Bellaire resident Dr. John Hancock has been named the executive director of The University of Texas Health Science Center at Houston Medical School’s Brown Foundation Institute of Molecular Medicine for the Prevention of Human Diseases, following a national search.

“Dr. Hancock brings great leadership and expertise to this thriving institute and is committed to work closely with the IMM’s many outstanding center directors and faculty. I have every confidence that he will build upon the IMM’s successes to take it to even greater heights,” said Dr. Giuseppe Colasurdo, president ad interim of UTHealth and dean of its Medical School.
Hancock had been serving as interim director of the IMM since January 2011. He also is vice dean for basic science research at the UTHealth Medical School and holds the John S. Dunn Distinguished University Chair in Physiology and Medicine. He joined the UTHealth Medical School in 2008 as chair of the Department of Integrative Biology and Pharmacology, a position he still retains, and said he is looking forward to his new role.
“I am excited and highly privileged to have been given the opportunity to lead and build the research enterprise of this outstanding institute,” Hancock said. “I look forward to working with all IMM faculty and our many enthusiastic supporters and donors as we continue to grow and strengthen the IMM research centers and extend our strong collaborative scientific programs with the Medical School.”
Hancock received his Bachelor of Medicine and Bachelor of Surgery degrees from the University of Cambridge and his Ph.D. from the University of London. Following his medical and surgical internships as a house physician and a house surgeon at St. Thomas’ Hospital Medical School, he entered the U.S. equivalent of a two-year medical residency rotation through major London teaching hospitals, obtaining general medical training in cardiology, neurology, hematology, oncology and intensive care.
Hancock was formerly deputy director of the Institute for Molecular Bioscience at the University of Queensland, where he held chairs in molecular cell biology and experimental oncology. Before moving to Australia in 1995, he was research director at a biotech company in California.

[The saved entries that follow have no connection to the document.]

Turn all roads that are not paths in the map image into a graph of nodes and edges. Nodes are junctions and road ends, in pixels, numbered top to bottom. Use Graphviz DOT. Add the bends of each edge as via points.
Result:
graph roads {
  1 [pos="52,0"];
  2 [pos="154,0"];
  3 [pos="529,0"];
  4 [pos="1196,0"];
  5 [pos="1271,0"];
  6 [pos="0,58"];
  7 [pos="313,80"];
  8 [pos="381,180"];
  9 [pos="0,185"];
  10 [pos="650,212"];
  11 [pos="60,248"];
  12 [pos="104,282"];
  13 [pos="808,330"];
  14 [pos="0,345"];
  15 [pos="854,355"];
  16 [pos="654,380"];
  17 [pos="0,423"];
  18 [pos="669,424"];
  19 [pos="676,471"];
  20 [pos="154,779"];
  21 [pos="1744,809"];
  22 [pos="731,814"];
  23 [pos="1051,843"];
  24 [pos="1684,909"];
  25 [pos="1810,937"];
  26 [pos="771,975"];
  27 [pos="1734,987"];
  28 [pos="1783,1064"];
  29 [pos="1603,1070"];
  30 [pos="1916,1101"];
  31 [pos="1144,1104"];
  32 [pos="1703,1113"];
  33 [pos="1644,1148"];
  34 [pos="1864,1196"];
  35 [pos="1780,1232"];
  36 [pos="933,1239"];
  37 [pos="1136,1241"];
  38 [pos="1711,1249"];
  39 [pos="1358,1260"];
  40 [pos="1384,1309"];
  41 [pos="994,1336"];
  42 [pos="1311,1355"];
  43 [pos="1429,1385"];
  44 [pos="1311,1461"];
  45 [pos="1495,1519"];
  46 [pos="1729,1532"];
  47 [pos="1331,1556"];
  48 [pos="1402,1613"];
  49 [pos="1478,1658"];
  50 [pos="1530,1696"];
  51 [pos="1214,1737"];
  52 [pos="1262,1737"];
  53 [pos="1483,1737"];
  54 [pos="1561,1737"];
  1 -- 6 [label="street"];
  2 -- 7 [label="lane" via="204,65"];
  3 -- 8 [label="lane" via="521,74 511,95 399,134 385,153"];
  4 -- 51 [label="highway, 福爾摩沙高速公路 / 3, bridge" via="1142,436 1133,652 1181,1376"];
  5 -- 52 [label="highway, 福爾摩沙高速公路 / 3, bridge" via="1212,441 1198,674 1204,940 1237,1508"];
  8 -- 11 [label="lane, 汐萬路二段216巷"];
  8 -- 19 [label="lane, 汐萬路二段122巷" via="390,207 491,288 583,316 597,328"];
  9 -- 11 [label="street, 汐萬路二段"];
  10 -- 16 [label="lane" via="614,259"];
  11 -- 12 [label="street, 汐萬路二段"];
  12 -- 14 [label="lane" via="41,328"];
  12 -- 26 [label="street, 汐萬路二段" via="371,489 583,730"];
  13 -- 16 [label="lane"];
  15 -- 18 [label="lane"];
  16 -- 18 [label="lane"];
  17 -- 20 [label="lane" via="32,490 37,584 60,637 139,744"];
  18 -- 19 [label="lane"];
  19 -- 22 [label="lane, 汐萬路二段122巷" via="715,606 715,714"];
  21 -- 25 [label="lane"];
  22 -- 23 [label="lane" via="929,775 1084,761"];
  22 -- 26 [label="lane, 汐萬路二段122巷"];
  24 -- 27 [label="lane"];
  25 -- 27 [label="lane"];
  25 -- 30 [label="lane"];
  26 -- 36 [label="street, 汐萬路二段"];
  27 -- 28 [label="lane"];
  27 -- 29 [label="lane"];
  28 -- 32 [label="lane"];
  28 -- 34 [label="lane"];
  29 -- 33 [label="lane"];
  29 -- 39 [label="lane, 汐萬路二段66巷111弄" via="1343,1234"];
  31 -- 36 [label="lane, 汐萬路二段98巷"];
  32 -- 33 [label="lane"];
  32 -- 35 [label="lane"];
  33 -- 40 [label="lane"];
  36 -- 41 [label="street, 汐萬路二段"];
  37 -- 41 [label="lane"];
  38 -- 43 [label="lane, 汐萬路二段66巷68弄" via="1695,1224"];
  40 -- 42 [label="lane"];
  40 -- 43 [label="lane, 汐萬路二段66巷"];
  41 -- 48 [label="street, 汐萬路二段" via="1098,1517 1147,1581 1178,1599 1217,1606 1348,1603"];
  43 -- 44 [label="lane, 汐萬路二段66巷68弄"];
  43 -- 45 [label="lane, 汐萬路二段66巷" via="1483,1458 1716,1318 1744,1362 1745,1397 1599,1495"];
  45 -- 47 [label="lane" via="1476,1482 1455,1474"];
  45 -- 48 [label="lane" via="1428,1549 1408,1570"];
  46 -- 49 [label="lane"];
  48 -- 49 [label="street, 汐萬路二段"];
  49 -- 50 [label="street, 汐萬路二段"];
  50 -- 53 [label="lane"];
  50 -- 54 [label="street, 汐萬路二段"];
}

Hancock’s laboratory studies basic mechanisms of mammalian cell signaling, and his research interests include the function of Ras proteins. He is a fellow of the Royal Australian College of Physicians and a member of The Royal College of Physicians. He has citizenship in Britain, Australia and the United States. He is on the faculty of The University of Texas Graduate School of Biomedical Sciences at Houston.